Indexing data for fast and efficient retrieval is one of the data preparation tasks in data science. MongoDB is the most commonly used NoSQL database and the fourth most commonly used database (relational or NoSQL). MongoDB is based on the BSON (binary JSON) document model.
Problem
MongoDB provides built-in full-text search capabilities but does not provide advanced indexing and search features.
Solution
Apache Solr is not designed to be primarily a data store, but is designed for indexing documents. Apache Solr is based on the high performance, full-featured text search engine Lucene. MongoLabs provides a Mongo Connector; using it, you can index MongoDB data in Apache Solr.
In this article we shall use the Mongo Connector to index MongoDB data in Apache Solr.
Setting the Environment
We have used Linux OS environment on Amazon Elastic Compute Cloud (EC2) for this article. The following software is required for this article.
-Apache Solr
-MongoDB
-Mongo Connector
-Java
Create a directory /solr to install the software and set its permissions to global (777).
mkdir /solr
chmod 777 /solr
cd /solr
Download and extract the Apache Solr tgz file.

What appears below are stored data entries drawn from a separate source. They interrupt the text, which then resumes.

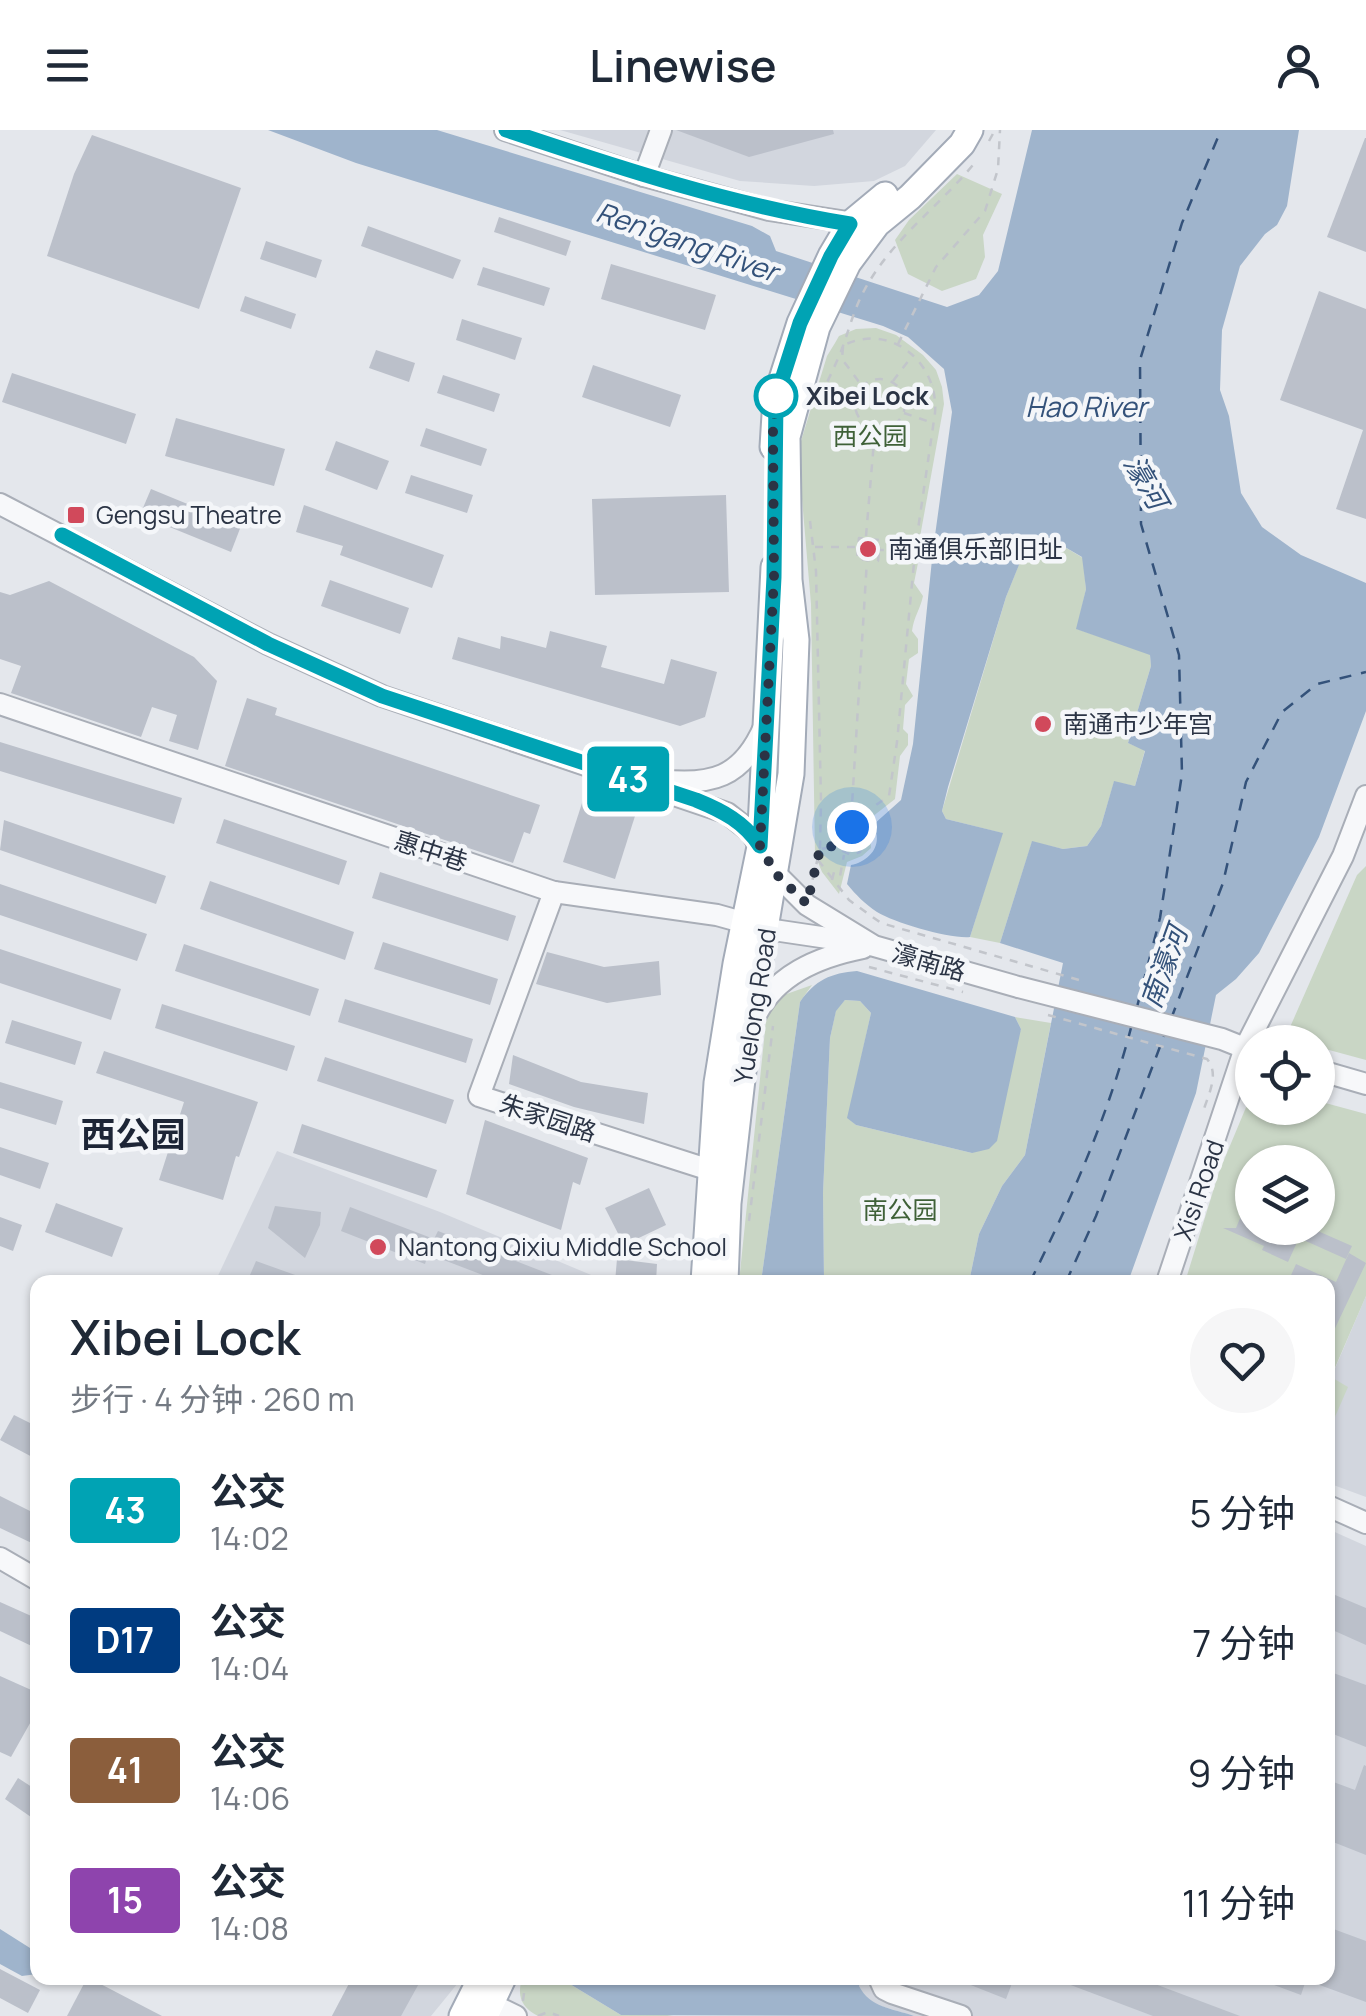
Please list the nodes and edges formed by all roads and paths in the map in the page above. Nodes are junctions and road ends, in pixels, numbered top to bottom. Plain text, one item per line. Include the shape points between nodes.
1 (506, 130) edge
2 (661, 130) edge
3 (950, 130) edge
4 (998, 130) edge
5 (979, 136) edge
6 (980, 156) dead end
7 (644, 176) junction
8 (850, 224) junction
9 (876, 224) junction
10 (839, 260) junction
11 (808, 325) junction
12 (843, 345) junction
13 (898, 345) junction
14 (913, 355) junction
15 (892, 382) junction
16 (934, 385) junction
17 (862, 386) junction
18 (903, 397) junction
19 (819, 400) dead end
20 (903, 412) junction
21 (933, 422) junction
22 (876, 428) junction
23 (0, 504) edge
24 (809, 511) dead end
25 (866, 538) junction
26 (812, 546) junction
27 (858, 547) junction
28 (879, 550) junction
29 (915, 550) junction
30 (867, 560) junction
31 (769, 696) junction
32 (0, 704) edge
33 (615, 774) junction
34 (1366, 796) edge
35 (850, 827) junction
36 (837, 845) junction
37 (760, 846) junction
38 (1366, 848) edge
39 (820, 849) junction
40 (845, 854) junction
41 (1343, 856) junction
42 (818, 858) junction
43 (776, 874) junction
44 (832, 881) junction
45 (554, 892) junction
46 (807, 904) junction
47 (756, 925) junction
48 (874, 946) junction
49 (869, 967) dead end
50 (1080, 980) dead end
51 (975, 994) dead end
52 (1048, 1015) dead end
53 (774, 1024) dead end
54 (1260, 1025) edge
55 (747, 1035) junction
56 (1235, 1044) edge
57 (1335, 1075) edge
58 (1366, 1084) edge
59 (1235, 1088) edge
60 (1202, 1118) dead end
61 (710, 1170) junction
62 (748, 1229) dead end
63 (704, 1275) edge
64 (725, 1275) edge
65 (1170, 1275) edge
66 (1335, 1509) edge
67 (1366, 1523) edge
68 (0, 1558) edge
69 (30, 1575) edge
70 (478, 1985) edge
71 (500, 1985) edge
72 (526, 1985) edge
73 (882, 1985) edge
74 (488, 2010) edge
75 (519, 2010) edge
76 (462, 2016) edge
77 (538, 2016) edge
78 (559, 2016) edge
79 (961, 2016) edge

1 - 7 street
2 - 7 street
3 - 8 main road, Yuelong Road
4 - 5 path
4 - 13 path via 998,169 984,211 936,267
5 - 9 main road, Yuelong Road
6 - 12 path via 870,279
7 - 8 street
8 - 9 street
8 - 10 main road, Yuelong Road
9 - 10 main road, Yuelong Road
10 - 11 main road, Yuelong Road
11 - 31 main road, Yuelong Road via 774,414
11 - 43 main road, Yuelong Road via 786,437 796,640 791,774
12 - 13 path
12 - 17 path via 842,359
12 - 19 path
13 - 14 path
14 - 15 path
14 - 16 path
15 - 17 path
15 - 18 path
16 - 18 path
16 - 21 path
17 - 22 path via 856,409
18 - 20 path
20 - 21 path
20 - 22 path via 888,428
21 - 29 path
22 - 25 path
23 - 33 street via 382,696
24 - 26 path
25 - 27 path
25 - 28 path via 880,540
26 - 27 path
26 - 39 path
27 - 30 path via 857,559
28 - 29 path
28 - 30 path via 878,561
29 - 35 path via 888,796
30 - 35 path
31 - 33 street via 754,747 723,776 700,782
31 - 37 main road, Yuelong Road
32 - 45 street, 惠中巷
33 - 37 street, 濠南路 via 727,813
34 - 41 street, Xisi Road
35 - 36 path via 837,836
35 - 40 path via 861,831 865,844
36 - 39 path
36 - 40 path
37 - 43 street, 濠南路
37 - 47 main road, Yuelong Road
38 - 41 street
39 - 42 path
40 - 44 path via 840,876 834,872
41 - 54 street, Xisi Road
42 - 44 path
42 - 46 path
43 - 46 street, 濠南路
43 - 47 main road, Yuelong Road
44 - 50 path via 862,911 894,928
45 - 47 street, 惠中巷
45 - 61 street, 朱家园路 via 479,1096
46 - 48 street, 濠南路
47 - 48 street, 惠中巷
47 - 55 main road, Yuelong Road
47 - 61 main road, Yuelong Road via 718,1082
48 - 55 street via 797,970 761,1004
48 - 56 street, 濠南路
49 - 51 path
52 - 60 path via 1207,1059 1214,1075
53 - 62 path
55 - 64 main road, Yuelong Road
57 - 58 street
59 - 65 street, Xisi Road
61 - 63 main road, Yuelong Road
66 - 67 street
68 - 69 street
70 - 76 main road
71 - 74 main road
72 - 75 path
73 - 79 street
74 - 75 street
77 - 78 path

wget http://apache.mirror.vexxhost.com/lucene/solr/5.3.1/solr-5.3.1.tgz
tar -xvf solr-5.3.1.tgz
Download and extract the MongoDB tgz file.
curl -O http://downloads.mongodb.org/linux/ mongodb-linux-i686-3.0.6.tgz
tar -zxvf mongodb-linux-i686-3.0.6.tgz
Set environment variables for MongoDB, Apache Solr and Java in the bash script.
vi ~/.bashrc
export MONGODB_HOME=/solr/mongodb-linux-i686-3.0.6
export JAVA_HOME=/usr/lib/jvm/java-1.7.0-openjdk-1.7.0.75/jre
export SOLR_HOME=/solr/solr-5.3.1/server/solr
export SOLR_CONF=/solr/solr-5.3.1/server/solr/configsets/basic_configs/conf
export PATH=$PATH:$SOLR_HOME/bin:$JAVA_HOME/bin:$MONGODB_HOME/bin
The bash script ~/.bashrc is shown in vi.

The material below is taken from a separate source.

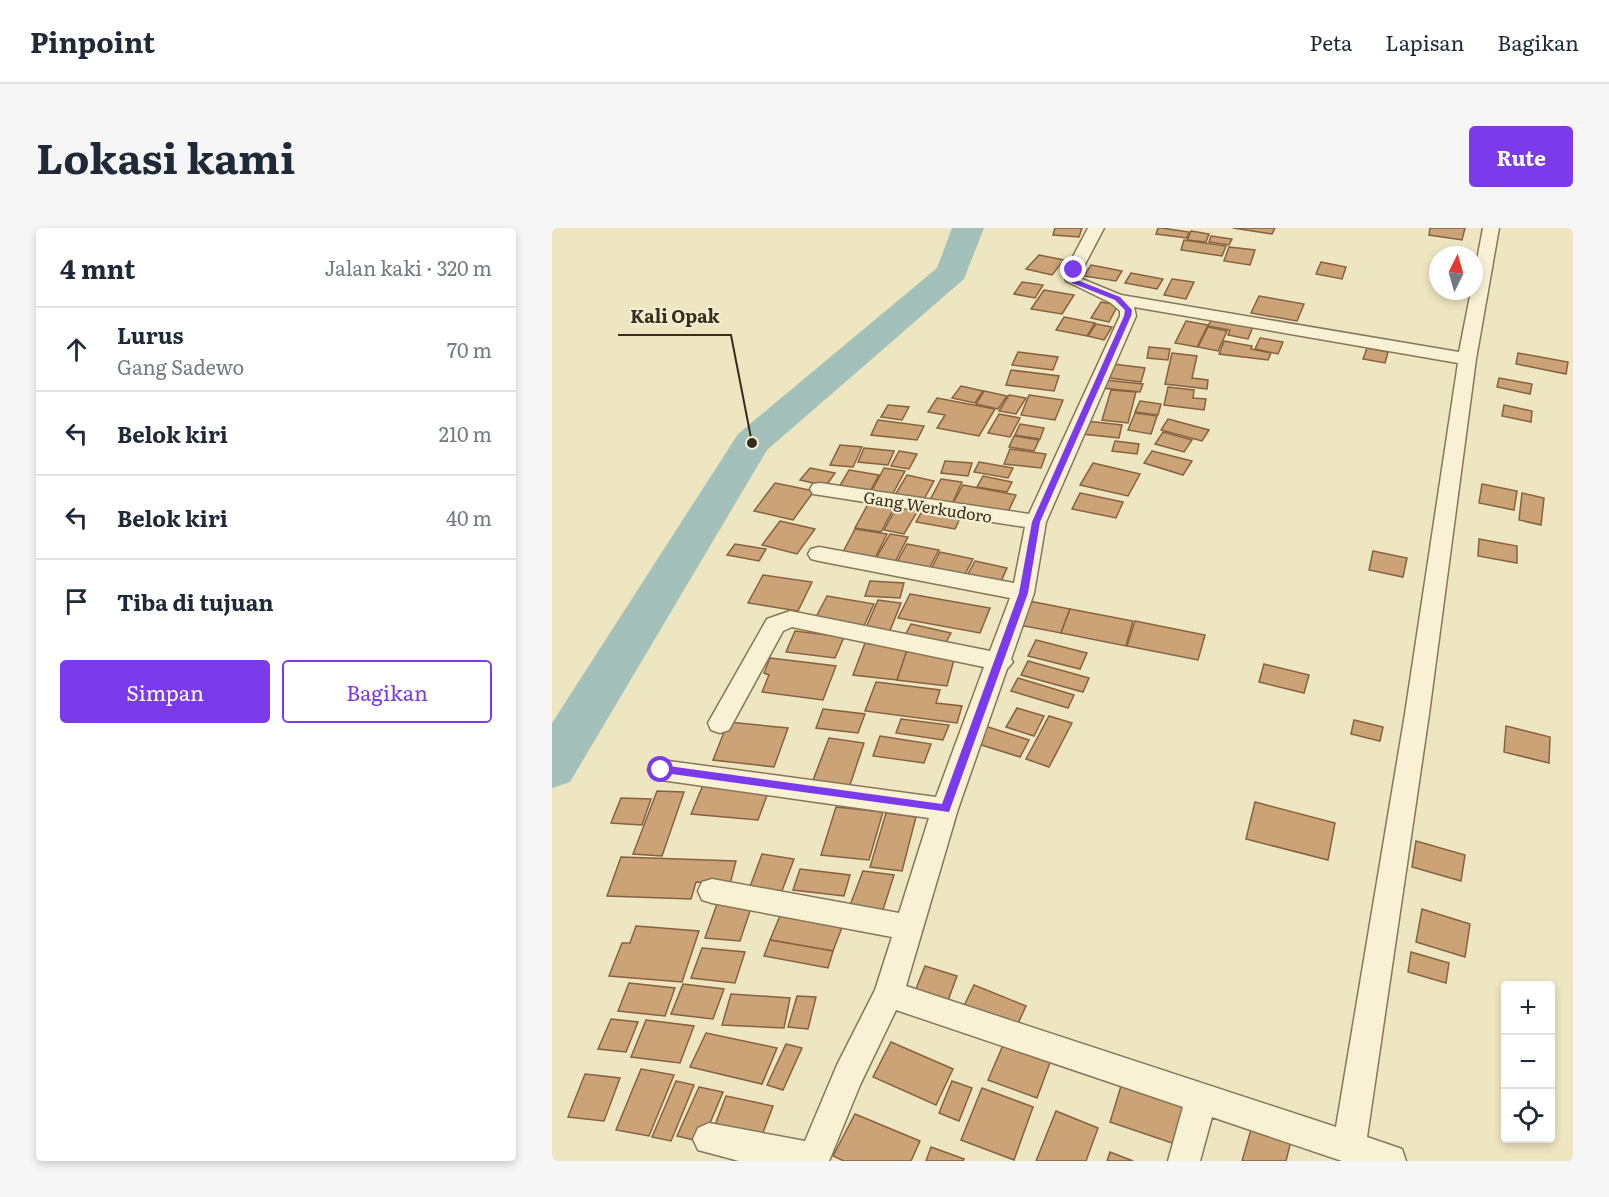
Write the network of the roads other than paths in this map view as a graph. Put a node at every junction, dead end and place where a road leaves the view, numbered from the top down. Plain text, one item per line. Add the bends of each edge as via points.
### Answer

Installing the Mongo Connector
To install the Mongo Connector run the following command.
pip install mongo-connector
The mongo-connector-2.1 gets installed.
Starting Apache Solr Server
Start the Apache Solr server from the /solr/solr-5.3.1 directory. Run the bin/solr start command to start Apache Solr.
cd /solr/solr-5.3.1
bin/solr start
Creating a Solr Core
Login to the Solr Admin Console with the URL http://localhost:8983/solr/. We need to create a Solr Core to index MongoDB data. Select Core Admin in Solr Admin Dashboard.
In the dialog displayed specify a name (wlslog for example) for the core. Specify the instanceDir as /solr/solr-5.3.1/server/solr/configsets/basic_configs. Specify dataDir as “data”. The instanceDir and the dataDir must exist before a core is created. Specify the config as solrconfig.xml and schema as schema.xml. Click on Add Core.

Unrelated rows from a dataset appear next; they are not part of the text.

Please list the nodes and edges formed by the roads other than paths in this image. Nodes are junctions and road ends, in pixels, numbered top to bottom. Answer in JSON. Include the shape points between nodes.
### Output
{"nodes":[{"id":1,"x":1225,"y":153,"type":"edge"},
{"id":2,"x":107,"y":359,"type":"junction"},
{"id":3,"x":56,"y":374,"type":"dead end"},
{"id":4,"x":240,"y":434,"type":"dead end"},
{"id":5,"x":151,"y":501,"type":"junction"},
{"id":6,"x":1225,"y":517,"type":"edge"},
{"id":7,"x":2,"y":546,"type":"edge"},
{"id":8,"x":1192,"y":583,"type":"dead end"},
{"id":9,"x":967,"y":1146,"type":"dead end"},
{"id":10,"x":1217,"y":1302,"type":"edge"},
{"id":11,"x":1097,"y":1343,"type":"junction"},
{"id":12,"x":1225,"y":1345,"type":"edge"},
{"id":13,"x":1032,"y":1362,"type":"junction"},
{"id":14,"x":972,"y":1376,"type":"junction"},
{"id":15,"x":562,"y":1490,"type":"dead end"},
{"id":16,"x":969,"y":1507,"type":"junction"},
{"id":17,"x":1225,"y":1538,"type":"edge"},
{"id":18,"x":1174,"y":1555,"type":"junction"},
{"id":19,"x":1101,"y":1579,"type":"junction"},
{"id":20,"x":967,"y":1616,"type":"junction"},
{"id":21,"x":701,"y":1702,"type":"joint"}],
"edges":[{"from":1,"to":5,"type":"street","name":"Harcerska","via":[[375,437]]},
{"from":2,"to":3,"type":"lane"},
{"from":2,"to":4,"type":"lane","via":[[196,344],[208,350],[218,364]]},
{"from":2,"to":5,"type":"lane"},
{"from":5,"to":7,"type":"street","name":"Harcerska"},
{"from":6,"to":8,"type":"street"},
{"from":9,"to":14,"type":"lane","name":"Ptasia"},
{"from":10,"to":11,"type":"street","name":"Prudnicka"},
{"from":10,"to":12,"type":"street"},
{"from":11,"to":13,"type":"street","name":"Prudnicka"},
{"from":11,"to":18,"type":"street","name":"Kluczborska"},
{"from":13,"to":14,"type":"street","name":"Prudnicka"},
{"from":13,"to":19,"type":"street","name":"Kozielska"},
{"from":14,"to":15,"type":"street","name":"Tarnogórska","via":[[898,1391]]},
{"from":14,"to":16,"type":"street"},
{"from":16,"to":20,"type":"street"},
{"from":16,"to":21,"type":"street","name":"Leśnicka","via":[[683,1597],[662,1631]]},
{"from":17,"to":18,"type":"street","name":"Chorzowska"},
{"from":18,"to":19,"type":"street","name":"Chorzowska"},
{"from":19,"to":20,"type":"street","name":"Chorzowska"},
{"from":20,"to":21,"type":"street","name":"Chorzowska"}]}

A Solr core called wlslog gets created.
Select the wlslog core in the Core Selector.
The Overview tab displays the Statistics and Instance associated with the wlslogcore.
Configuring Apache Solr
Next, we need to configure Apache Solr. The fields in the MongoDB documents to be indexed are specified in the schema.xml configuration file. Open the schema.xml in a vi editor.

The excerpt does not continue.